How I Spent My Summer Vacation
A summery summary of the ACBN's last three months, from chicken chile verde burgers to soft-shell crabs and Mai Tais to iced coffee
Hello, and welcome to The Action Cookbook Newsletter.
This is a Friday newsletter, but it’s not the Friday Newsletter: the ACBN’s weekly recipe-cocktail-music-book-TV-discussion-and-pets compendium went out to paying subscribers this morning. It was a good one, too, featuring dueling BBQ rubs, a Negroni-influenced sangria, and a host of other great things to make your Labor Day weekend better. I highly recommend you read it, if you haven’t already done so:
We’ve reached the emotional, if not literal, end of summer. Yes, the equinox isn’t for another three weeks, and it’ll be hot here in Kentucky well into October, but it’s Labor Day weekend. We’ve had 1.5 borderline-crisp mornings, my kids are back in school, and there’s meaningful college football on the TV this weekend.
Summer? Ya done for. Hit the bricks.
I’m excited to flip the switch to fall—cider and hayrides and stews and pumpkin spice and all that jazz—but it was a great summer here on The Action Cookbook Newsletter, and I’d like to share with you some of the top Food and Drink highlights from the last three months of the ACBN.
Chicken Chile Verde Burgers (published August 5th)
Hatch Chile season’s arrival provided the inspiration for these delicious and juicy griddled burgers, which combine hand-chopped chicken thighs with green chiles and spices for a spectacular and original spin on summer grilling:
Achiote-Mustard Turkey Breast (published July 1st)
Q3 started with a bang, as a marinade powered by annatto seed and whole-grain mustard provided a wonderful, earthy and rich flavor for a boneless turkey breast that’s as good in an air-fryer as it is on the grill or smoker:
Soft-Shell Crab “CLTs” (published June 10th)
A guest chef stepped in to share this perfectly-summery but still-in-season-now plan for pan-seared soft-shell crabs served on English muffins; it just might be the best sandwich you’ll have all season:
Broccoli-Bacon Salad (published July 22nd)
A good cookout isn’t just about the meat, and that’s why I had to share with you my most reliable BBQ side, a salad made with roasted broccoli, crispy bacon, shredded cheese and crispy peppers.

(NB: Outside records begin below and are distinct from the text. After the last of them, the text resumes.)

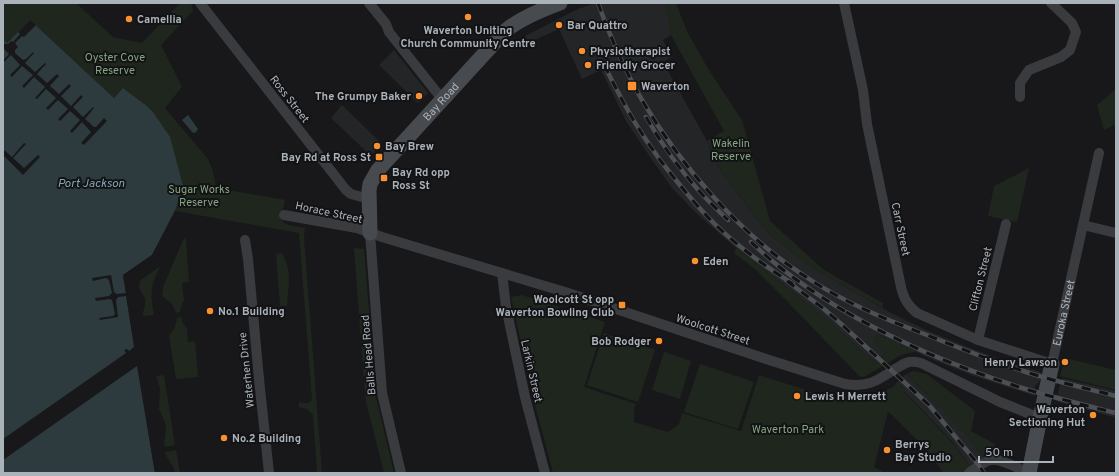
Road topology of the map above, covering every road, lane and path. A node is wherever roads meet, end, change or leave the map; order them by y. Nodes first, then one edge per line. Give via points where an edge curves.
1 (200, 3) edge
2 (369, 3) edge
3 (560, 3) edge
4 (844, 3) edge
5 (1051, 3) edge
6 (1020, 97) dead end
7 (442, 99) junction
8 (1099, 153) dead end
9 (369, 199) junction
10 (284, 215) dead end
11 (1006, 224) dead end
12 (1083, 225) junction
13 (370, 233) junction
14 (1116, 233) edge
15 (245, 240) dead end
16 (502, 274) junction
17 (978, 340) junction
18 (1052, 364) junction
19 (1040, 418) junction
20 (269, 473) edge
21 (401, 473) edge
22 (545, 473) edge
23 (969, 473) edge
24 (1029, 473) edge

1 - 9 street, Ross Street via 346,190
2 - 7 street
3 - 7 street, Bay Road via 514,24
4 - 17 street, Carr Street via 905,301 917,313
5 - 6 street via 1072,23 1076,32 1070,50 1061,58 1029,70 1020,83
7 - 9 street, Bay Road via 378,170 370,184
8 - 12 street, Euroka Street
9 - 13 street, Bay Road
10 - 13 street, Horace Street via 357,228
11 - 17 street, Clifton Street
12 - 14 street
12 - 18 street, Euroka Street
13 - 16 street, Woolcott Street
13 - 21 street, Balls Head Road via 382,393
15 - 20 street, Waterhen Drive
16 - 19 street, Woolcott Street via 854,386 877,381 908,362 921,363 1000,402
16 - 22 street, Larkin Street via 506,308 525,397
17 - 18 street, Carr Street
18 - 19 street, Euroka Street
19 - 24 street, Euroka Street
23 - 24 street via 985,462 996,460

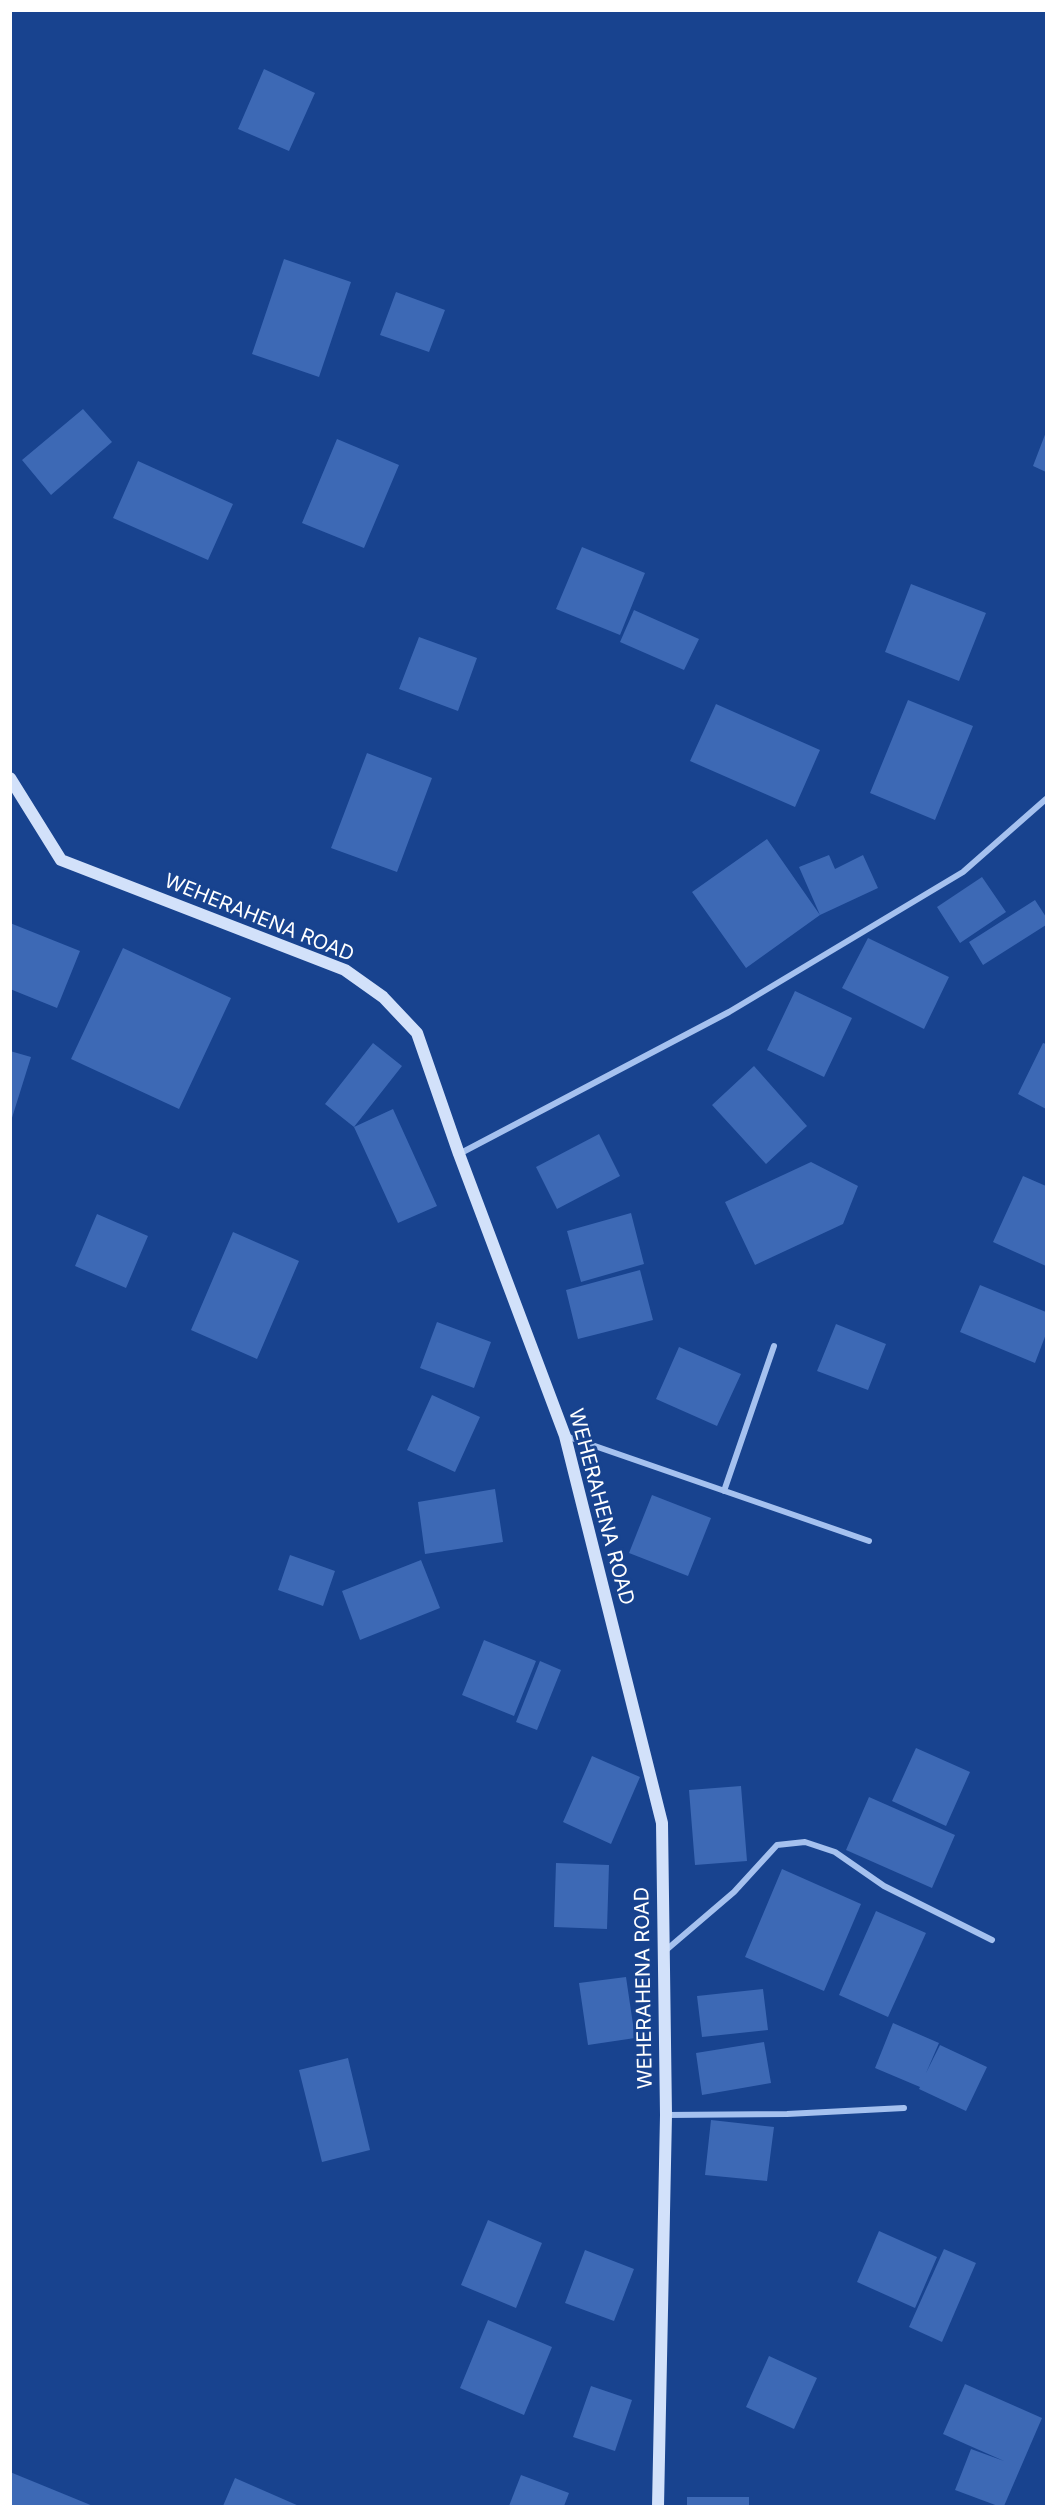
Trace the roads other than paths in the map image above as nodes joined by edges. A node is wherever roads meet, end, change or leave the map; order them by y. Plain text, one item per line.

I’ve never had leftovers when I’ve made this, and I’ve made it a lot. You should too:
The Action Cookbook Newsletter is a reader-supported publication; 100% of revenues come from subscriptions. It’s only $5/month or $50/year, and you’ll get three newsletters a week, every week, including these normally-subscriber-only Friday food-and-drink-plus digest. You’ll also get access to the internet’s best comment section, eligibility for my frequent giveaways, and you’ll help me buy treats for my two lovable bonehead dogs.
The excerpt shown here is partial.